Villes et villages négligés

Depuis l’adoption de la Loi sur le patrimoine culturel en 2012, les municipalités sont dotées de pouvoirs importants pour la protection du patrimoine, mais sans obligation légale.

Comme le revenu des villes dépend de l’impôt foncier, plusieurs sont tentées d’autoriser la démolition d’édifices historiques au profit d’un développement ayant un plus grand potentiel de taxation.

La tentation est d’autant plus grande que plusieurs localités estiment ne pas avoir les ressources ou l’expertise pour assurer la sauvegarde.

Guylaine Leclerc rapporte par ailleurs que 80 % des municipalités mentionnent n’avoir reçu « aucune communication du MCC en lien avec une vision du patrimoine immobilier ».

Le programme visant l’embauche d’agent de développement annoncé en décembre 2019 par la ministre Nathalie Roy a des visées « louables » mais il demeure temporaire, et son efficacité est « incertaine », selon la vérificatrice.

La vérificatrice générale Guylaine Leclerc a déposé mercredi son rapport à l’Assemblée nationale du Québec.

Photo : Radio-Canada / Sylvain Roy Roussel

Les propriétaires négligés

Outils et soutien manquent aux acquéreurs d’immeubles protégés. Plusieurs ne peuvent compter sur aucun plan de conservation, selon Guylaine Leclerc.

Cela représente un véritable casse-tête pour les propriétaires qui doivent demander des autorisations de travaux de rénovation ou d’entretien.

Pour ce qui est de l’aide financière, la vérificatrice générale estime que le MCC manque d’information pour tracer un bilan adéquat. Les données actuelles suggèrent que « l’objectif de certains programmes n’a pas été atteint ».

Délais du classement

Le rapport déplore par ailleurs les ratés du processus de classement qui vise à protéger les biens patrimoniaux. Il observe aussi que le classement « ne fait pas l’objet d’un traitement diligent et équitable ».

Non seulement le cadre d’évaluation pour les classements est-il incomplet, mais il dépend d’analyses de « qualité variable et peu documentées ».

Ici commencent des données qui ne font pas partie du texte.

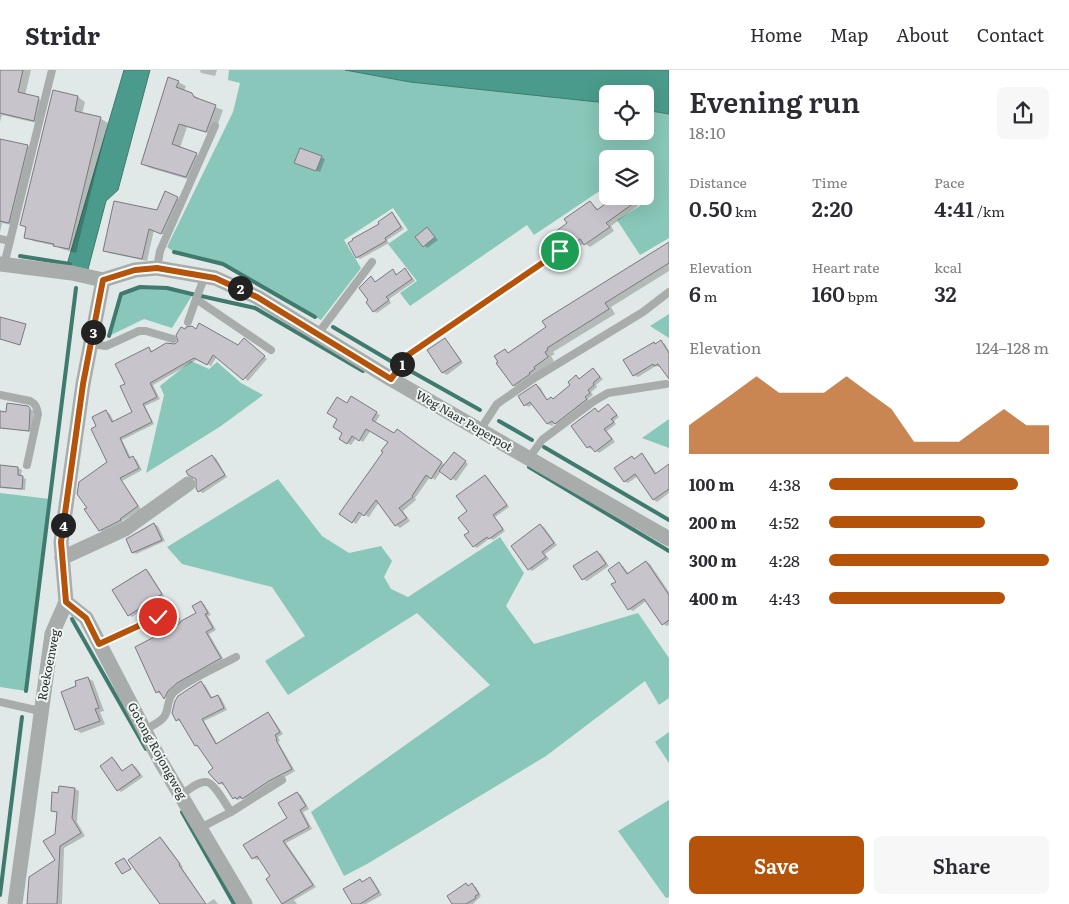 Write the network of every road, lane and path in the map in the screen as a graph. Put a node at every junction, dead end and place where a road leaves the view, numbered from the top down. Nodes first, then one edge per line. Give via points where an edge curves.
1 (52, 70) edge
2 (215, 126) dead end
3 (0, 238) edge
4 (10, 241) junction
5 (560, 251) dead end
6 (372, 262) dead end
7 (2, 264) edge
8 (157, 268) junction
9 (205, 276) junction
10 (103, 280) junction
11 (669, 292) edge
12 (196, 299) junction
13 (188, 322) dead end
14 (317, 335) junction
15 (173, 339) dead end
16 (90, 344) junction
17 (271, 350) dead end
18 (391, 379) junction
19 (666, 384) dead end
20 (0, 395) edge
21 (480, 430) junction
22 (529, 458) junction
23 (27, 465) dead end
24 (188, 484) dead end
25 (669, 539) edge
26 (62, 558) junction
27 (66, 602) junction
28 (176, 620) dead end
29 (99, 644) junction
30 (236, 657) dead end
31 (0, 702) edge
32 (40, 711) junction
33 (144, 730) junction
34 (282, 780) dead end
35 (181, 795) junction
36 (231, 812) junction
37 (200, 828) junction
38 (15, 904) edge
39 (245, 904) edge

1 - 4 lane
2 - 8 lane via 160,251
3 - 4 lane
4 - 7 lane
5 - 18 path via 408,355
6 - 14 lane
7 - 10 street
8 - 9 street, Weg Naar Peperpot
8 - 10 street, Weg Naar Peperpot via 135,270
9 - 12 lane
9 - 14 street, Weg Naar Peperpot via 249,293
10 - 16 street, Roekoenweg
11 - 21 lane via 643,312 536,376 497,404
12 - 13 lane
12 - 17 lane
14 - 18 street, Weg Naar Peperpot
15 - 16 lane via 139,331 106,346
16 - 26 street, Roekoenweg via 67,492
18 - 21 street, Weg Naar Peperpot
19 - 22 lane via 608,393 542,440
20 - 23 lane via 30,401 37,408
21 - 22 street, Weg Naar Peperpot
22 - 25 street, Weg Naar Peperpot
24 - 26 street via 125,529
26 - 27 street, Roekoenweg
27 - 29 street, Gotong Rojongweg via 86,618
27 - 32 street, Roekoenweg via 52,634
28 - 29 lane via 158,617
29 - 33 street, Gotong Rojongweg
30 - 33 lane via 172,693 164,718
31 - 32 lane
32 - 38 street, Roekoenweg
33 - 35 street, Gotong Rojongweg
34 - 36 lane
35 - 36 lane via 208,782
35 - 37 street, Gotong Rojongweg
36 - 37 lane
37 - 39 street, Gotong Rojongweg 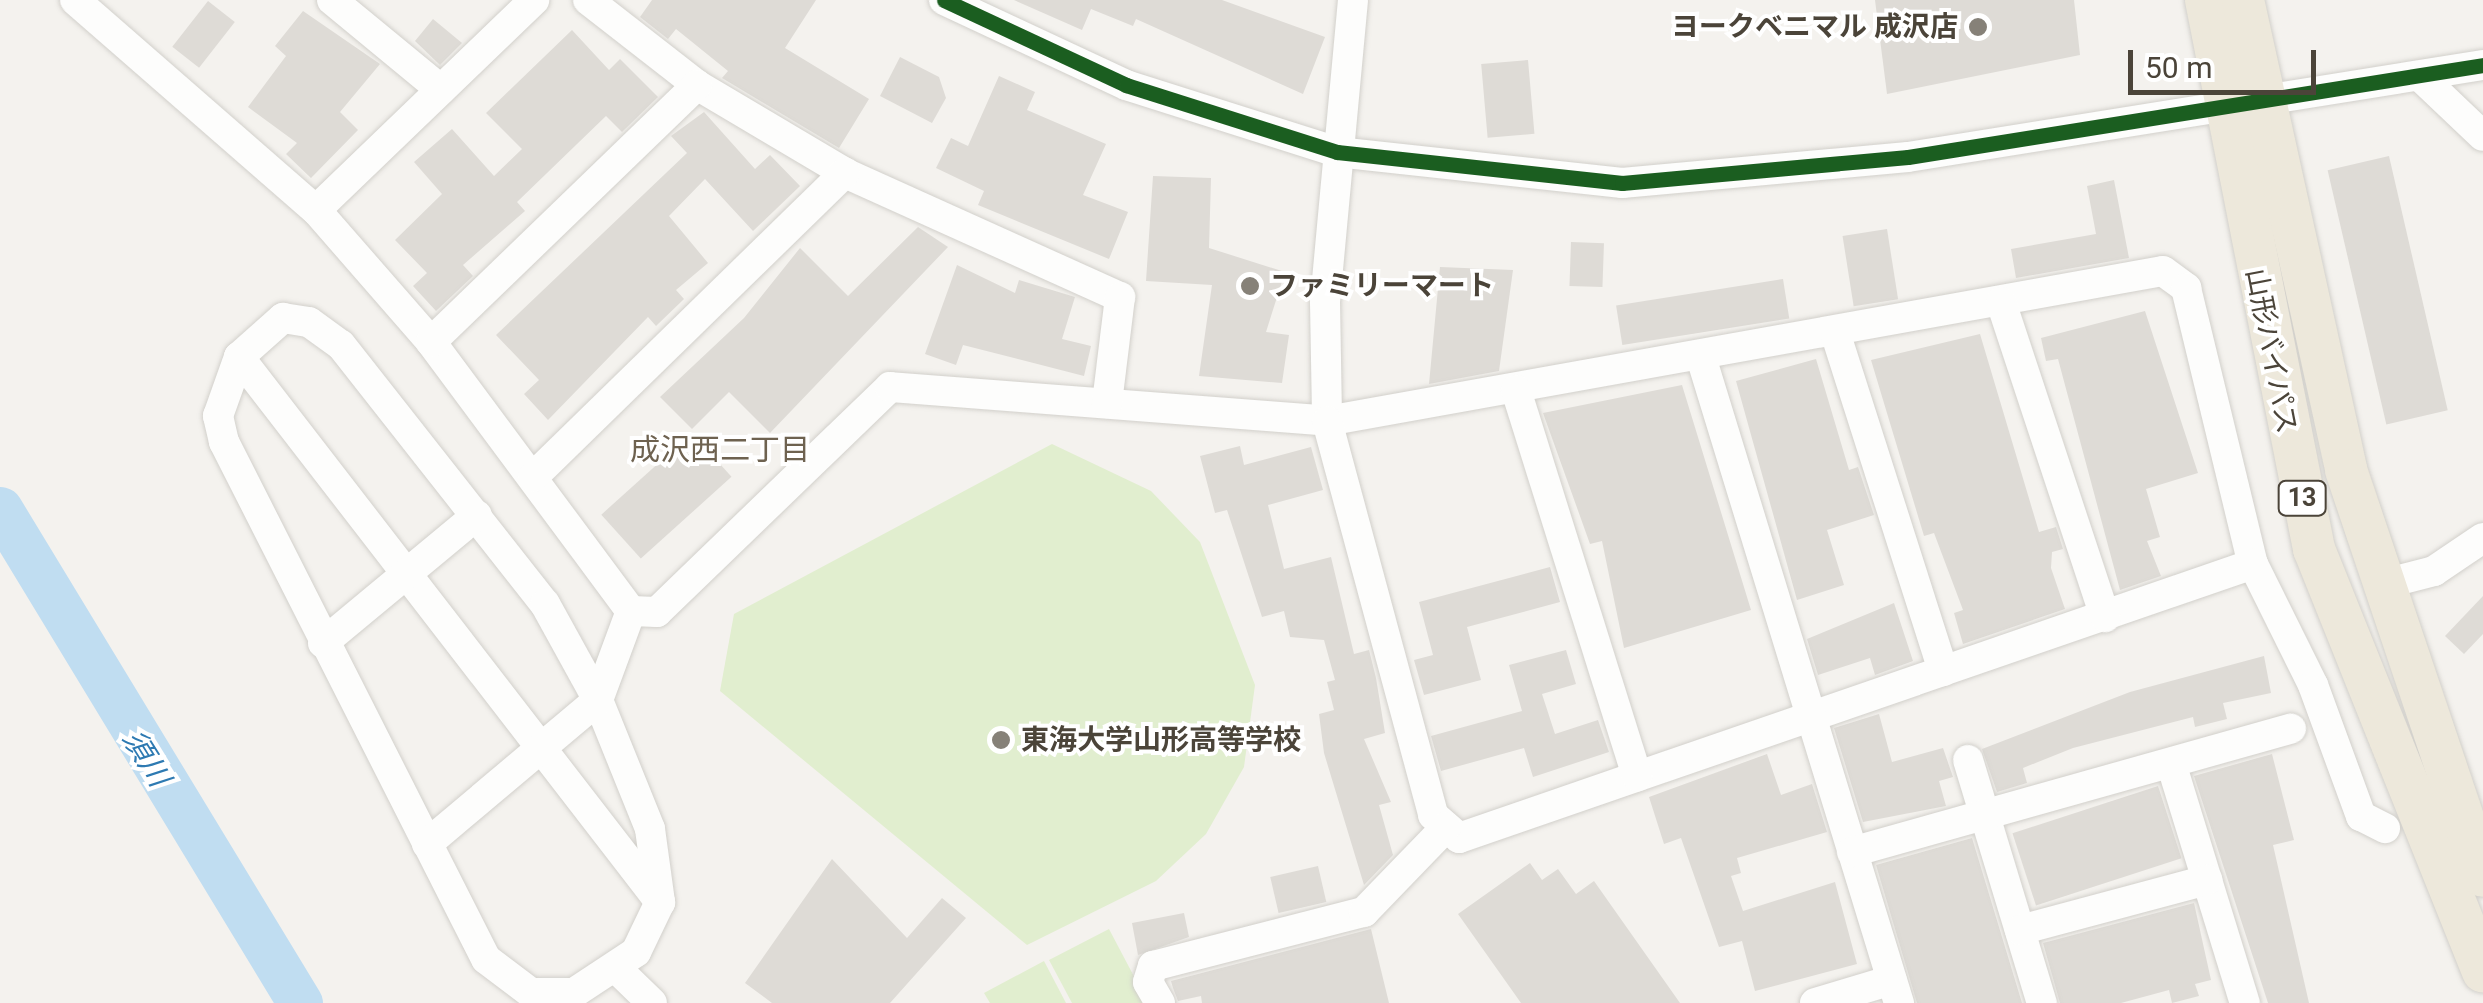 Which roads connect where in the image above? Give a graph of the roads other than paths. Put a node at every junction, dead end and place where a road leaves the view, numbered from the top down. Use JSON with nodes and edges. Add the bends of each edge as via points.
{"nodes":[{"id":1,"x":75,"y":0,"type":"edge"},
{"id":2,"x":332,"y":0,"type":"edge"},
{"id":3,"x":534,"y":0,"type":"edge"},
{"id":4,"x":588,"y":0,"type":"edge"},
{"id":5,"x":944,"y":0,"type":"edge"},
{"id":6,"x":1352,"y":0,"type":"edge"},
{"id":7,"x":2206,"y":0,"type":"edge"},
{"id":8,"x":2243,"y":0,"type":"edge"},
{"id":9,"x":2483,"y":65,"type":"edge"},
{"id":10,"x":2424,"y":80,"type":"junction"},
{"id":11,"x":697,"y":84,"type":"junction"},
{"id":12,"x":441,"y":90,"type":"junction"},
{"id":13,"x":2267,"y":102,"type":"junction"},
{"id":14,"x":2222,"y":109,"type":"junction"},
{"id":15,"x":2483,"y":136,"type":"edge"},
{"id":16,"x":1337,"y":152,"type":"junction"},
{"id":17,"x":845,"y":173,"type":"junction"},
{"id":18,"x":316,"y":210,"type":"junction"},
{"id":19,"x":2001,"y":302,"type":"junction"},
{"id":20,"x":1835,"y":332,"type":"junction"},
{"id":21,"x":432,"y":342,"type":"junction"},
{"id":22,"x":239,"y":357,"type":"junction"},
{"id":23,"x":1701,"y":357,"type":"junction"},
{"id":24,"x":1516,"y":390,"type":"junction"},
{"id":25,"x":1107,"y":403,"type":"junction"},
{"id":26,"x":1327,"y":421,"type":"junction"},
{"id":27,"x":533,"y":477,"type":"junction"},
{"id":28,"x":477,"y":515,"type":"junction"},
{"id":29,"x":2483,"y":538,"type":"edge"},
{"id":30,"x":2252,"y":564,"type":"junction"},
{"id":31,"x":410,"y":571,"type":"junction"},
{"id":32,"x":2380,"y":584,"type":"junction"},
{"id":33,"x":631,"y":611,"type":"junction"},
{"id":34,"x":2105,"y":617,"type":"junction"},
{"id":35,"x":323,"y":643,"type":"junction"},
{"id":36,"x":1943,"y":671,"type":"junction"},
{"id":37,"x":598,"y":700,"type":"junction"},
{"id":38,"x":1812,"y":719,"type":"junction"},
{"id":39,"x":2291,"y":729,"type":"dead end"},
{"id":40,"x":541,"y":746,"type":"junction"},
{"id":41,"x":1968,"y":760,"type":"dead end"},
{"id":42,"x":2171,"y":763,"type":"junction"},
{"id":43,"x":1637,"y":777,"type":"junction"},
{"id":44,"x":1984,"y":815,"type":"junction"},
{"id":45,"x":1446,"y":826,"type":"junction"},
{"id":46,"x":2384,"y":828,"type":"dead end"},
{"id":47,"x":427,"y":844,"type":"junction"},
{"id":48,"x":1852,"y":852,"type":"junction"},
{"id":49,"x":2483,"y":876,"type":"edge"},
{"id":50,"x":2208,"y":880,"type":"junction"},
{"id":51,"x":660,"y":902,"type":"junction"},
{"id":52,"x":2020,"y":930,"type":"junction"},
{"id":53,"x":616,"y":968,"type":"junction"},
{"id":54,"x":2483,"y":971,"type":"edge"},
{"id":55,"x":1896,"y":992,"type":"edge"},
{"id":56,"x":2240,"y":1002,"type":"edge"},
{"id":57,"x":652,"y":1003,"type":"edge"},
{"id":58,"x":1160,"y":1003,"type":"edge"},
{"id":59,"x":1815,"y":1003,"type":"edge"},
{"id":60,"x":2042,"y":1003,"type":"edge"}],
"edges":[{"from":1,"to":18,"type":"street"},
{"from":2,"to":12,"type":"street"},
{"from":3,"to":12,"type":"street"},
{"from":4,"to":11,"type":"street"},
{"from":5,"to":16,"type":"street","via":[[1126,86]]},
{"from":6,"to":16,"type":"street"},
{"from":7,"to":14,"type":"highway","name":"山形バイパス","number":"13"},
{"from":8,"to":13,"type":"highway","name":"山形バイパス","number":"13"},
{"from":9,"to":10,"type":"street"},
{"from":10,"to":13,"type":"street"},
{"from":10,"to":15,"type":"street"},
{"from":11,"to":17,"type":"street"},
{"from":11,"to":21,"type":"street"},
{"from":12,"to":18,"type":"street"},
{"from":13,"to":14,"type":"street"},
{"from":13,"to":32,"type":"highway","name":"山形バイパス","number":"13"},
{"from":14,"to":16,"type":"street","via":[[1783,173],[1622,183]]},
{"from":14,"to":54,"type":"highway","name":"山形バイパス","number":"13","via":[[2314,548]]},
{"from":16,"to":26,"type":"street"},
{"from":17,"to":25,"type":"street","via":[[1120,297]]},
{"from":17,"to":27,"type":"street"},
{"from":18,"to":21,"type":"street"},
{"from":19,"to":20,"type":"street"},
{"from":19,"to":30,"type":"street","via":[[2164,270],[2186,288]]},
{"from":19,"to":34,"type":"street"},
{"from":20,"to":23,"type":"street"},
{"from":20,"to":36,"type":"street"},
{"from":21,"to":27,"type":"street"},
{"from":22,"to":28,"type":"street","via":[[283,318],[309,322],[341,345]]},
{"from":22,"to":31,"type":"street"},
{"from":22,"to":35,"type":"street","via":[[218,416],[224,442]]},
{"from":23,"to":24,"type":"street"},
{"from":23,"to":38,"type":"street"},
{"from":24,"to":26,"type":"street"},
{"from":24,"to":43,"type":"street"},
{"from":25,"to":26,"type":"street"},
{"from":25,"to":33,"type":"street","via":[[890,387],[657,612]]},
{"from":26,"to":45,"type":"street","via":[[1433,815]]},
{"from":27,"to":33,"type":"street"},
{"from":28,"to":31,"type":"street"},
{"from":28,"to":37,"type":"street","via":[[545,604]]},
{"from":29,"to":32,"type":"street","via":[[2434,571]]},
{"from":30,"to":34,"type":"street"},
{"from":30,"to":46,"type":"street","via":[[2313,684],[2360,816]]},
{"from":31,"to":35,"type":"street"},
{"from":31,"to":40,"type":"street"},
{"from":32,"to":49,"type":"highway","name":"山形バイパス","number":"13"},
{"from":33,"to":37,"type":"street"},
{"from":34,"to":36,"type":"street"},
{"from":35,"to":47,"type":"street"},
{"from":36,"to":38,"type":"street"},
{"from":37,"to":40,"type":"street"},
{"from":37,"to":51,"type":"street","via":[[650,829]]},
{"from":38,"to":43,"type":"street"},
{"from":38,"to":48,"type":"street"},
{"from":39,"to":42,"type":"street"},
{"from":40,"to":47,"type":"street"},
{"from":40,"to":51,"type":"street"},
{"from":41,"to":44,"type":"street"},
{"from":42,"to":44,"type":"street"},
{"from":42,"to":50,"type":"street"},
{"from":43,"to":45,"type":"street","via":[[1459,838]]},
{"from":44,"to":48,"type":"street"},
{"from":44,"to":52,"type":"street"},
{"from":45,"to":58,"type":"street","via":[[1364,912],[1154,966],[1148,982]]},
{"from":47,"to":53,"type":"street","via":[[486,959],[512,985],[574,993]]},
{"from":48,"to":55,"type":"street"},
{"from":50,"to":52,"type":"street"},
{"from":50,"to":56,"type":"street"},
{"from":51,"to":53,"type":"street","via":[[653,927]]},
{"from":52,"to":60,"type":"street"},
{"from":53,"to":57,"type":"street"},
{"from":55,"to":59,"type":"street"}]}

Qui plus est, environ 20 % des propositions sont toujours en traitement depuis plus de 10 ans. Seul le quart est traité en moins d’un an.

Cordonnier mal chaussé

Enfin, Guylaine Leclerc estime que l’État québécois ne donne pas l’exemple :« des immeubles du gouvernement sont laissés vacants depuis de nombreuses années » et, dans certains cas, le gouvernement lui-même ne respecte pas la loi.

La vérificatrice observe par exemple que des travaux ont été réalisés sur des immeubles classés sans autorisation du MCC. D’autres édifices ont été négligés, comme l’ancienne centrale hydroélectrique des Cèdres ou l’ancienne école des Beaux-arts de Montréal.

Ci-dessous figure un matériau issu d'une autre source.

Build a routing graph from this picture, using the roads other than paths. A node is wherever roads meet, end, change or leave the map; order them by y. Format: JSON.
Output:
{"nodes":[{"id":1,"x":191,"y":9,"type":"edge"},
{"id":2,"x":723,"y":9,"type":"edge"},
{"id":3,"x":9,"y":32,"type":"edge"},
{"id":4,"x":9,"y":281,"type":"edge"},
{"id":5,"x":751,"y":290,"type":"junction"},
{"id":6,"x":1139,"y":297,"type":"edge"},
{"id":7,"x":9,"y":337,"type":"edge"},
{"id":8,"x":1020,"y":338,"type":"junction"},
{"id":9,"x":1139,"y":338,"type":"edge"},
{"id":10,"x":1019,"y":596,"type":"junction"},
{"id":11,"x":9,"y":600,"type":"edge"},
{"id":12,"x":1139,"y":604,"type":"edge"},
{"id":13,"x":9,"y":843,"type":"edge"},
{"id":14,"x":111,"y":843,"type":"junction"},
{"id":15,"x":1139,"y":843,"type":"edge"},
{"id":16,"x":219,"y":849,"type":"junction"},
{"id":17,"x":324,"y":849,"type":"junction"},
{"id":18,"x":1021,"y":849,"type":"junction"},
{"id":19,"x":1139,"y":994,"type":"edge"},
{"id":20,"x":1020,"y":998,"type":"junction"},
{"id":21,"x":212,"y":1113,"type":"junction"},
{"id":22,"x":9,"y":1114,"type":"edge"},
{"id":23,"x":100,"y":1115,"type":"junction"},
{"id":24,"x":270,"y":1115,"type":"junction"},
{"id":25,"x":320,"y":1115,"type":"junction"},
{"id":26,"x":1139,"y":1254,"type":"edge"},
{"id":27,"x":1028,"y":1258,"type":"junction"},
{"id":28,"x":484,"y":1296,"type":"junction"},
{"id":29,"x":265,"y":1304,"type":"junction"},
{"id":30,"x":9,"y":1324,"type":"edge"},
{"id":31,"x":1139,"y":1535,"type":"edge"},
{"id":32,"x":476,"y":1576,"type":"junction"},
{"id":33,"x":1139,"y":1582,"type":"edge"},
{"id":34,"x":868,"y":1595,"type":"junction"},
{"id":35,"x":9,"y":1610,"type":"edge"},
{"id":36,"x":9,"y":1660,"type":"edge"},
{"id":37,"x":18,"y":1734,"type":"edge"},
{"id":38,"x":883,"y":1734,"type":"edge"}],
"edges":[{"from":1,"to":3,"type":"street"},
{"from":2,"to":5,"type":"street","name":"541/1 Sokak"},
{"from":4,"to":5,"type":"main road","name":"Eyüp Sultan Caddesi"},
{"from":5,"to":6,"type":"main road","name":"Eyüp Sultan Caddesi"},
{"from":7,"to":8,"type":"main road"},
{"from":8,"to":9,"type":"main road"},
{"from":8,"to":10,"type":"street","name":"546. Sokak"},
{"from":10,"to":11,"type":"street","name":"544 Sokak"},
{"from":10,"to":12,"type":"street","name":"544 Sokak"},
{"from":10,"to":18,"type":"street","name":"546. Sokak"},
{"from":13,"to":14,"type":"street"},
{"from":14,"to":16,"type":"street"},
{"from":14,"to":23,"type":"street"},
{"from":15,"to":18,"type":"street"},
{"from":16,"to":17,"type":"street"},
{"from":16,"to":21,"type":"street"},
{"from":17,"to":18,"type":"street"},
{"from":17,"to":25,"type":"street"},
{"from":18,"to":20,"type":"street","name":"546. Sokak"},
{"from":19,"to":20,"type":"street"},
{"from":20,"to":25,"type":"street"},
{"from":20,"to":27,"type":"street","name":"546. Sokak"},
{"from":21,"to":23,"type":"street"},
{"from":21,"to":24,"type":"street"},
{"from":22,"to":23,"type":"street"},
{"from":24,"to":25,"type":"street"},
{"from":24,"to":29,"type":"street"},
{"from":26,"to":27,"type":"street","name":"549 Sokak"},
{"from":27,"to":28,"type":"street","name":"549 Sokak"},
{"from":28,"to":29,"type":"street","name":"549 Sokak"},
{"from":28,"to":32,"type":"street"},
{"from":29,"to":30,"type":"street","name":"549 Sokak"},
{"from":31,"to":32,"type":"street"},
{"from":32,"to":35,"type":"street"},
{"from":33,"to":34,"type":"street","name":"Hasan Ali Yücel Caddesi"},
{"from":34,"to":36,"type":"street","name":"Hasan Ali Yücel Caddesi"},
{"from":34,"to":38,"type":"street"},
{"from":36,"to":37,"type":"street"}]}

Le rapport formule neuf recommandations au gouvernement, dont l’élaboration d’une stratégie d’intervention en matière de sauvegarde et de valorisation du patrimoine immobilier.

Accès privilégiés et honnêteté

Dans un autre domaine, celui de la protection des données confidentielles, Guylaine Leclerc s’est intéressée à la RAMQ et à Retraite Québec, qui en possèdent un grand volume. Son audit visait à déterminer si elles appliquent les mesures de contrôle et de sécurité nécessaires […].

La vérificatrice recommande d’améliorer les contrôles et les mesures de sécurité. Car, tant pour la RAMQ que pour Retraite Québec, il y a des « zones à risques ».

Dans un premier temps, a expliqué Mme Leclerc, nous avons constaté que la RAMQ et Retraite Québec ne contrôlent pas assez les activités du personnel ayant des accès privilégiés. En s’assurant de l’honnêteté de ces personnes par la vérification de leurs antécédents judiciaires, par exemple.

Dans un deuxième temps, la supervision doit être renforcée lorsque le personnel ayant des accès privilégiés télécharge des données confidentielles, dit Mme Leclerc.

La RAMQ et Retraite Québec n’ont pas d’indicateurs de gestion leur permettant d’identifier les situations à risques et d’assurer le suivi de celles-ci, dit-elle encore.

Contrats mal évalués aux Transports

Pour ce qui est du ministère des Transports, la vérificatrice revient une fois de plus à la charge pour relater des ratés dans sa gestion des contrats.

Elle note l’importante pénurie d’ingénieurs au ministère, de même que le manque de rigueur dans l’estimation des coûts des travaux à effectuer.

Ainsi, a-t-elle constaté, près de la moitié (44 %) des contrats de construction octroyés ont été surévalués ou sous-évalués de 10 % ou plus.